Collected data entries

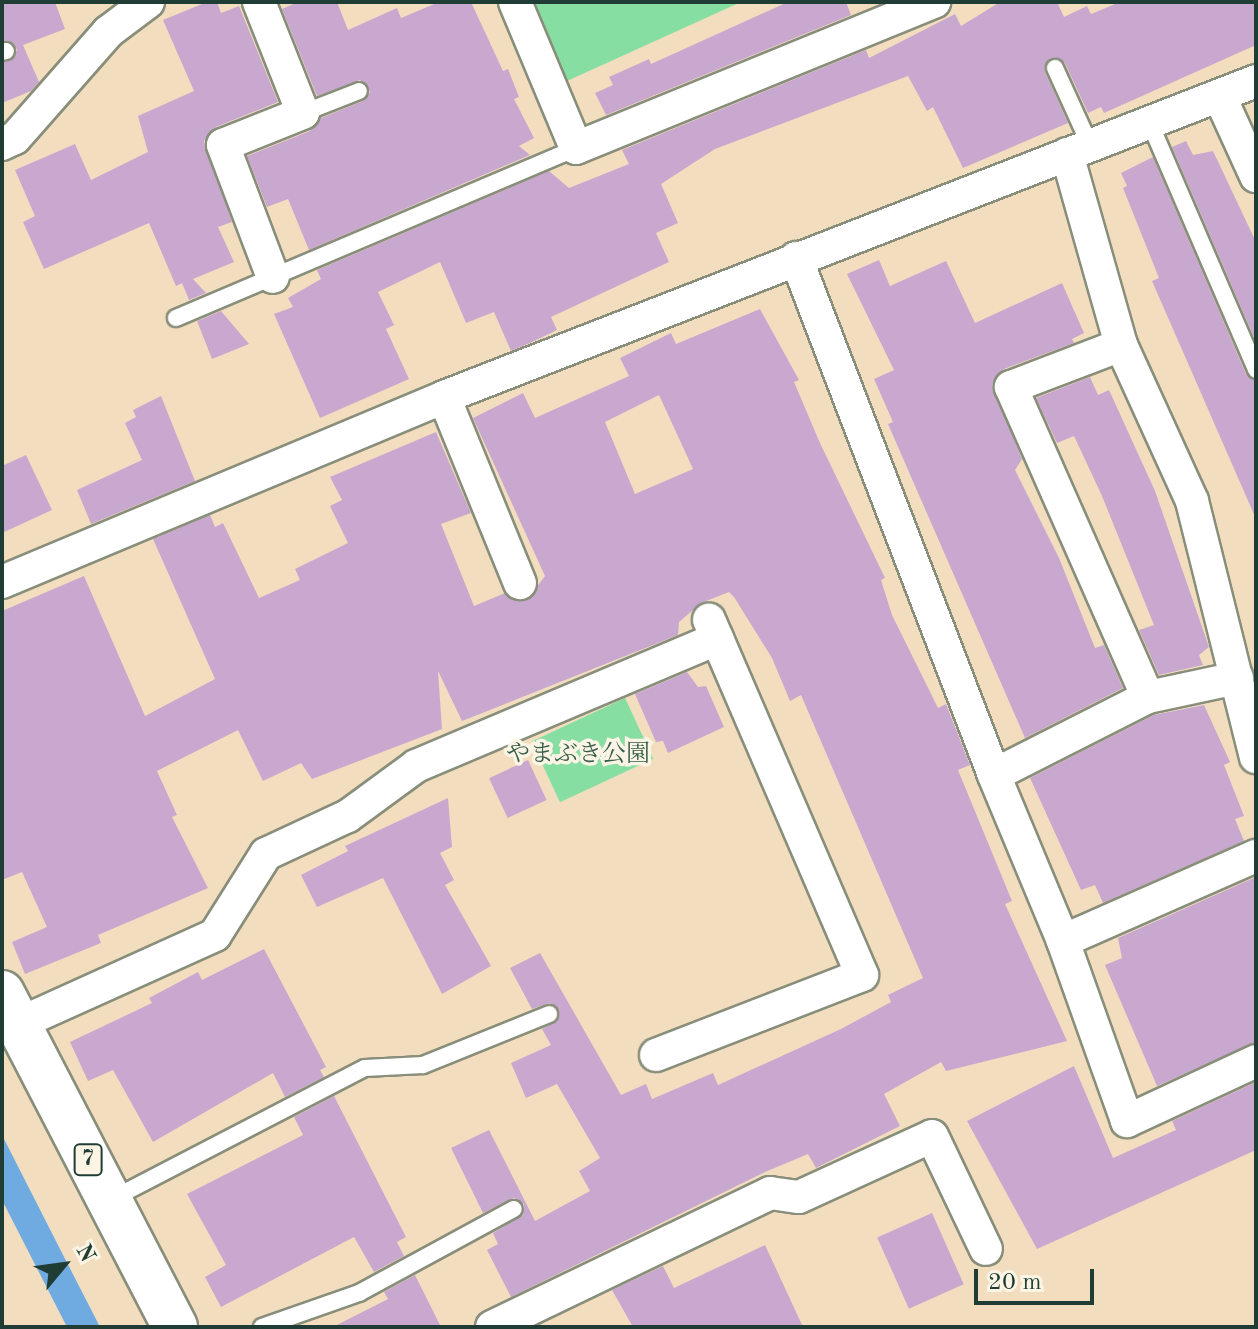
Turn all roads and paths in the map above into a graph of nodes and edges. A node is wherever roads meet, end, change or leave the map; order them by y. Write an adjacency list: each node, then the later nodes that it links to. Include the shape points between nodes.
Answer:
1 (148, 2): 11 (street, via 108,32 15,138)
2 (259, 2): 9 (street)
3 (515, 2): 12 (street)
4 (934, 2): 12 (street)
5 (1055, 68): 13 (lane)
6 (1256, 81): 8 (street)
7 (359, 91): 9 (lane)
8 (1220, 97): 10 (street); 14 (street)
9 (303, 113): 16 (street, via 223,145)
10 (1149, 121): 13 (street); 19 (lane)
11 (2, 144)
12 (576, 148): 16 (lane)
13 (1079, 149): 15 (street); 18 (street)
14 (1256, 176)
15 (796, 258): 20 (street); 26 (street)
16 (273, 277): 17 (lane)
17 (176, 318)
18 (1121, 345): 23 (street, via 1192,501); 24 (street, via 1011,387)
19 (1256, 370)
20 (444, 397): 21 (street); 22 (street)
21 (2, 582)
22 (520, 583)
23 (1237, 678): 24 (street); 25 (street)
24 (1148, 697): 26 (street)
25 (1256, 757)
26 (994, 775): 28 (street)
27 (1256, 856): 28 (street)
28 (1063, 941): 32 (street, via 1127,1121)
29 (10, 1008): 31 (street, via 215,935 266,854 348,816 416,766 713,629 862,975); 33 (main road, 7)
30 (549, 1014): 33 (lane, via 423,1065 365,1068)
31 (656, 1055)
32 (1256, 1061)
33 (109, 1200): 36 (main road, 7)
34 (514, 1209): 37 (lane, via 359,1293)
35 (986, 1249): 38 (street, via 932,1136 799,1197 770,1193)
36 (175, 1327)
37 (262, 1327)
38 (492, 1327)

- _TASK TO COMPLETE_:
Print the data again, word for word, without any pictures.

- _ANSWER SECTION_:
Turn all roads and paths in the map above into a graph of nodes and edges. A node is wherever roads meet, end, change or leave the map; order them by y. Write an adjacency list: each node, then the later nodes that it links to. Include the shape points between nodes.
Answer:
1 (148, 2): 11 (street, via 108,32 15,138)
2 (259, 2): 9 (street)
3 (515, 2): 12 (street)
4 (934, 2): 12 (street)
5 (1055, 68): 13 (lane)
6 (1256, 81): 8 (street)
7 (359, 91): 9 (lane)
8 (1220, 97): 10 (street); 14 (street)
9 (303, 113): 16 (street, via 223,145)
10 (1149, 121): 13 (street); 19 (lane)
11 (2, 144)
12 (576, 148): 16 (lane)
13 (1079, 149): 15 (street); 18 (street)
14 (1256, 176)
15 (796, 258): 20 (street); 26 (street)
16 (273, 277): 17 (lane)
17 (176, 318)
18 (1121, 345): 23 (street, via 1192,501); 24 (street, via 1011,387)
19 (1256, 370)
20 (444, 397): 21 (street); 22 (street)
21 (2, 582)
22 (520, 583)
23 (1237, 678): 24 (street); 25 (street)
24 (1148, 697): 26 (street)
25 (1256, 757)
26 (994, 775): 28 (street)
27 (1256, 856): 28 (street)
28 (1063, 941): 32 (street, via 1127,1121)
29 (10, 1008): 31 (street, via 215,935 266,854 348,816 416,766 713,629 862,975); 33 (main road, 7)
30 (549, 1014): 33 (lane, via 423,1065 365,1068)
31 (656, 1055)
32 (1256, 1061)
33 (109, 1200): 36 (main road, 7)
34 (514, 1209): 37 (lane, via 359,1293)
35 (986, 1249): 38 (street, via 932,1136 799,1197 770,1193)
36 (175, 1327)
37 (262, 1327)
38 (492, 1327)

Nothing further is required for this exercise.